7月16日に、2022年7月の「鳥のサイエンストーク」を実施しました。これまでと同様にYoutube liveを用いたライブ配信で行いました。今回は、山階鳥類研究所研究員の小林さやかさんに「明治期の標本が語る―南鳥島の話」と題してお話しいただきました。

南鳥島は小笠原諸島に属する日本最東端の島で、1896年(明治29年)から人が移住し、グアノ(鳥の糞が堆積してできたもので、リンが多く含まれるため肥料として使われていた)や鳥類の剥製・羽毛の輸出などが行われていました。
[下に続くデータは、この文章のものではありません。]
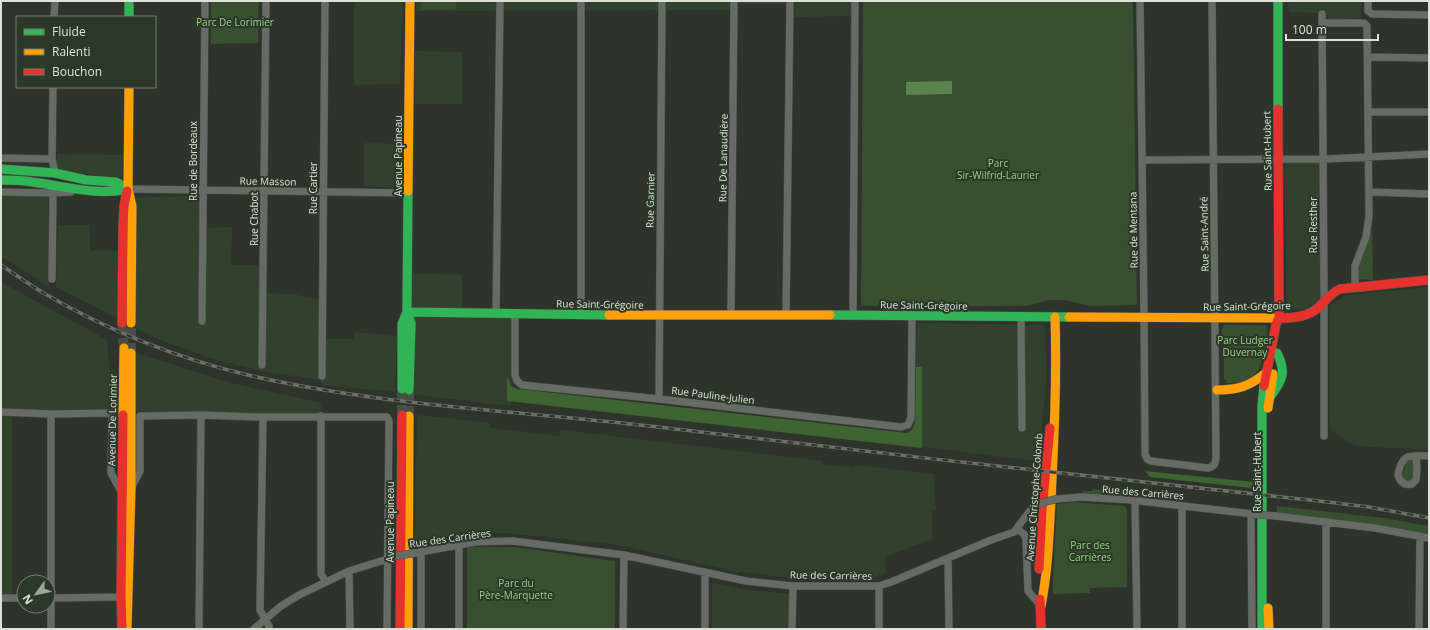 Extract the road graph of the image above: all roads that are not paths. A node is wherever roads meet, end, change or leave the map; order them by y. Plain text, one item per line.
1 (54, 1) edge
2 (129, 1) edge
3 (205, 1) edge
4 (266, 1) edge
5 (325, 1) edge
6 (410, 1) edge
7 (500, 1) edge
8 (581, 1) edge
9 (662, 1) edge
10 (734, 1) edge
11 (790, 1) edge
12 (855, 1) edge
13 (1140, 1) edge
14 (1212, 1) edge
15 (1368, 1) edge
16 (1277, 4) edge
17 (1322, 14) dead end
18 (1429, 15) edge
19 (54, 16) edge
20 (129, 16) edge
21 (1322, 23) junction
22 (1368, 57) junction
23 (1429, 58) edge
24 (53, 88) edge
25 (128, 88) edge
26 (1368, 112) junction
27 (1429, 112) edge
28 (1429, 154) edge
29 (1369, 156) junction
30 (1, 158) edge
31 (52, 159) junction
32 (1214, 159) junction
33 (1278, 159) junction
34 (1323, 159) junction
35 (1142, 160) junction
36 (1, 169) edge
37 (54, 173) junction
38 (1, 180) edge
39 (52, 189) junction
40 (128, 189) junction
41 (203, 190) junction
42 (1, 192) edge
43 (264, 192) junction
44 (1370, 192) junction
45 (324, 193) junction
46 (408, 193) junction
47 (1429, 194) edge
48 (52, 280) dead end
49 (1429, 280) edge
50 (1356, 287) junction
51 (1324, 302) junction
52 (407, 312) junction
53 (496, 314) junction
54 (515, 314) junction
55 (581, 314) junction
56 (853, 314) junction
57 (731, 315) junction
58 (786, 315) junction
59 (659, 316) junction
60 (912, 316) junction
61 (1021, 317) junction
62 (1055, 317) junction
63 (1144, 318) junction
64 (1215, 318) junction
65 (1279, 318) junction
66 (202, 321) dead end
67 (127, 323) tunnel mouth
68 (262, 365) dead end
69 (1267, 372) junction
70 (322, 376) dead end
71 (406, 390) tunnel mouth
72 (1217, 390) junction
73 (659, 399) junction
74 (1, 412) edge
75 (51, 414) junction
76 (201, 415) junction
77 (321, 416) junction
78 (263, 417) junction
79 (1022, 428) dead end
80 (1324, 436) dead end
81 (1416, 456) dead end
82 (1429, 456) edge
83 (1213, 466) joint
84 (131, 488) junction
85 (121, 492) junction
86 (1135, 501) junction
87 (1182, 506) junction
88 (1252, 514) junction
89 (1326, 522) junction
90 (1017, 529) junction
91 (1420, 536) junction
92 (1429, 538) edge
93 (459, 545) junction
94 (418, 552) junction
95 (624, 555) junction
96 (948, 558) junction
97 (387, 559) junction
98 (349, 570) junction
99 (705, 572) junction
100 (50, 574) edge
101 (326, 582) junction
102 (793, 586) junction
103 (879, 586) junction
104 (125, 597) junction
105 (1, 598) edge
106 (16, 598) edge
107 (56, 598) edge
108 (1041, 606) junction
109 (51, 614) edge
110 (265, 619) junction
111 (51, 629) edge
112 (122, 629) edge
113 (128, 629) edge
114 (199, 629) edge
115 (254, 629) edge
116 (269, 629) edge
117 (350, 629) edge
118 (387, 629) edge
119 (400, 629) edge
120 (408, 629) edge
121 (420, 629) edge
122 (459, 629) edge
123 (624, 629) edge
124 (704, 629) edge
125 (792, 629) edge
126 (879, 629) edge
127 (949, 629) edge
128 (1042, 629) edge
129 (1137, 629) edge
130 (1182, 629) edge
131 (1252, 629) edge
132 (1262, 629) edge
133 (1269, 629) edge
134 (1326, 629) edge
135 (1419, 629) edge

1 - 19 street
2 - 20 street
3 - 41 street, Rue de Bordeaux
4 - 43 street, Rue Chabot
5 - 45 street, Rue Cartier
6 - 46 street, Avenue Papineau
7 - 53 street
8 - 55 street
9 - 59 street, Rue Garnier
10 - 57 street, Rue De Lanaudière
11 - 58 street
12 - 56 street
13 - 35 street, Rue de Mentana
14 - 32 street, Rue Saint-André
15 - 18 street
16 - 33 street, Rue Saint-Hubert
17 - 21 street, Rue Resther
21 - 22 street
21 - 34 street, Rue Resther
22 - 23 street
22 - 26 street
24 - 31 street
25 - 40 street
26 - 27 street
26 - 29 street
28 - 29 street
29 - 34 street
29 - 44 street
30 - 31 street
31 - 37 street
32 - 33 street
32 - 35 street
32 - 64 street, Rue Saint-André
33 - 34 street
33 - 65 street, Rue Saint-Hubert
34 - 51 street, Rue Resther
35 - 63 street, Rue de Mentana
36 - 37 street, Rue Masson
37 - 40 street, Rue Masson
38 - 39 street, Rue Masson
39 - 40 street, Rue Masson
39 - 42 street, Rue Masson
39 - 48 street
40 - 41 street, Rue Masson
40 - 67 street
41 - 43 street, Rue Masson
41 - 66 street, Rue de Bordeaux
43 - 45 street, Rue Masson
43 - 68 street, Rue Chabot
44 - 47 street
44 - 50 street
45 - 46 street, Rue Masson
45 - 70 street, Rue Cartier
46 - 52 street, Avenue Papineau
49 - 50 street, Rue Saint-Grégoire
50 - 51 street, Rue Saint-Grégoire
51 - 65 street, Rue Saint-Grégoire
51 - 80 street, Rue Resther
52 - 53 street, Rue Saint-Grégoire
52 - 71 street, Avenue Papineau
53 - 54 street, Rue Saint-Grégoire
54 - 55 street, Rue Saint-Grégoire
54 - 73 street, Rue Pauline-Julien
55 - 59 street, Rue Saint-Grégoire
56 - 58 street, Rue Saint-Grégoire
56 - 60 street, Rue Saint-Grégoire
57 - 58 street, Rue Saint-Grégoire
57 - 59 street, Rue Saint-Grégoire
59 - 73 street, Rue Garnier
60 - 61 street, Rue Saint-Grégoire
60 - 73 street, Rue Pauline-Julien
61 - 62 street, Rue Saint-Grégoire
61 - 79 street
62 - 63 street, Rue Saint-Grégoire
62 - 108 street, Avenue Christophe-Colomb
63 - 64 street, Rue Saint-Grégoire
63 - 83 street, Rue de Mentana
64 - 65 street, Rue Saint-Grégoire
64 - 72 street, Rue Saint-André
65 - 69 street, Rue Saint-Hubert
65 - 133 street, Rue Saint-Hubert
69 - 72 street
69 - 132 street, Rue Saint-Hubert
72 - 83 street, Rue Saint-André
74 - 75 street
75 - 85 street, Avenue De Lorimier
75 - 100 street
76 - 78 street
76 - 84 street, Avenue De Lorimier
76 - 114 street
77 - 78 street
77 - 97 street, Avenue Papineau
77 - 101 street
78 - 110 street
81 - 82 street
84 - 85 street, Avenue De Lorimier
84 - 104 street, Avenue De Lorimier
85 - 104 street, Avenue De Lorimier
86 - 87 street, Rue des Carrières
86 - 90 street, Rue des Carrières, bridge
86 - 129 street
87 - 88 street, Rue des Carrières
87 - 130 street
88 - 89 street, Rue des Carrières, bridge
88 - 131 street, Rue Saint-Hubert
89 - 91 street, Rue des Carrières
89 - 134 street
90 - 96 street, Rue des Carrières
90 - 108 street, Avenue Christophe-Colomb
91 - 92 street, Rue des Carrières
91 - 135 street
93 - 94 street, Rue des Carrières
93 - 95 street, Rue des Carrières
93 - 122 street
94 - 97 street, Rue des Carrières, bridge
94 - 121 street
95 - 99 street, Rue des Carrières
95 - 123 street
96 - 103 street, Rue des Carrières
96 - 127 street
97 - 98 street, Rue des Carrières
97 - 118 street, Avenue Papineau
98 - 101 street, Rue des Carrières
98 - 117 street
99 - 102 street, Rue des Carrières
99 - 124 street
101 - 110 street, Rue des Carrières
102 - 103 street, Rue des Carrières
102 - 125 street
103 - 126 street
104 - 107 street
104 - 112 street, Avenue De Lorimier
104 - 113 street, Avenue De Lorimier
105 - 106 street
108 - 128 street, Avenue Christophe-Colomb
109 - 111 street
110 - 115 street, Rue des Carrières
110 - 116 street
119 - 120 street, Avenue Papineau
しかし、1902年(明治35年)7月にアメリカの帆船「ワーレン号」が領有を目的にハワイから南鳥島に向けて出港しました。これを察知した日本政府は軍艦「笠置」を派遣して海軍兵を南鳥島に配置し、ワーレン号を退けました。これを南鳥島事件といいます。

山階鳥類研究所の収蔵庫からは、この時期に南鳥島で採集され、東京帝室博物館(現在の東京国立博物館)に寄贈された標本が合計26点見つかりました。これらは、南鳥島事件で派遣された海軍軍人の秋元秀太郎と、南鳥島で剥製業を営んでいた上滝七五郎が東京帝室博物館へ寄贈したものでした。秋元は「南鳥島事件」で派遣された1902年7月から8月に標本を入手し、上滝は南鳥島で剥製業を開始した1900年から、標本を寄贈する1902年10月までに標本を入手したと推定されます。

再発見されたこれらの標本には、採集地がラベルに記載されていないものが10点含まれていましたが、小林さんは、帝室博物館の台帳と照合することで、標本の採集情報を復元し、学術的な価値を高める研究に取り組まれました。また、種が不明だった9点についても再同定を行われました。
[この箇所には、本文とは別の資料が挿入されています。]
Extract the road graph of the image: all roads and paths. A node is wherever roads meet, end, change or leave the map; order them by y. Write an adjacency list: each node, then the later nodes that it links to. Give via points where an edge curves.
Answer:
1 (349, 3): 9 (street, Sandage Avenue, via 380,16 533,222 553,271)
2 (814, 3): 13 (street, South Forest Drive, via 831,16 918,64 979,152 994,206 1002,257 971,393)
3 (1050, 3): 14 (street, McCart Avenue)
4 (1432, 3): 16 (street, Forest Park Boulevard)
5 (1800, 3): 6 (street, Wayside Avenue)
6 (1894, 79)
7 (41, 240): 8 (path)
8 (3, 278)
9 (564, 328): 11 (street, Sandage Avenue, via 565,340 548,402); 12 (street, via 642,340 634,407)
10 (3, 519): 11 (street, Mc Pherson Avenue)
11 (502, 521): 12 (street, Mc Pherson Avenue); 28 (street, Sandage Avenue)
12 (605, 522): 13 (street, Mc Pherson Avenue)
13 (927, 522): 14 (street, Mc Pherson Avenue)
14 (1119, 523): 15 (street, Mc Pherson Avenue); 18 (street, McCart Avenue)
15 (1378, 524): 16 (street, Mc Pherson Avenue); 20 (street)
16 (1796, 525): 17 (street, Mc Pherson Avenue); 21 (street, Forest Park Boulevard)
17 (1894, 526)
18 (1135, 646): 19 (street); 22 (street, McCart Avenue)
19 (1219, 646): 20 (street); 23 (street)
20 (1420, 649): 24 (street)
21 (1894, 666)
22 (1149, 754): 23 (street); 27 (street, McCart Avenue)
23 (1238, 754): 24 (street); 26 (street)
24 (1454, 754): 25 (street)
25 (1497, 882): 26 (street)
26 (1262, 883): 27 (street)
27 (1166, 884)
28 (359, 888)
この調査の結果、帝室博物館の南鳥島産の鳥類標本には11種が含まれることがわかりました。この中にはコミズナギドリやシロアジサシなど、現在の日本に繁殖地が知られていない種や、オナガミズナギドリやカツオドリなど、現在は南鳥島では絶滅してしまった種の標本が含まれることもわかりました。これまで知られている他の調査結果と併せて、当時の南鳥島の鳥類相がいかに豊かだったかの証拠となる貴重な標本群であることが分かったそうです。

講演のあとに、鳥類の剥製は現地で製作されていたのかや、南鳥島で行われた他の調査がなかったかどうかなどについて、視聴者の皆さんからのご質問をいただき、小林さんにお答えいただきました。今回のオンライン講演は、最大同時に62人の方に視聴いただきました。ご視聴いただいた皆様、ありがとうございました。今回は、7月30日(土)まで見逃し配信を行います。配信したURLと同一の以下のリンクよりご覧ください。
https://www.youtube.com/watch?v=L0BtBomyb5g

次回、2022年8月の鳥のサイエンストークは、山階鳥類研究所研究員の千田万里子さんに、野生の鳥にまつわる法律についてお話しいただきます。配信方法などについては、山階鳥類研究所・我孫子市鳥の博物館ウェブサイトで改めてご案内します。次回もぜひご視聴ください。

参考資料:
小林さやか・加藤 克 (2022) 明治期の南鳥島産鳥類標本の情報復元.山階鳥類学雑誌 54(1): 103-139.
https://www.jstage.jst.go.jp/article/jyio/54/1/54_103/_article/-char/ja

*7/21に内容の修正を行いました。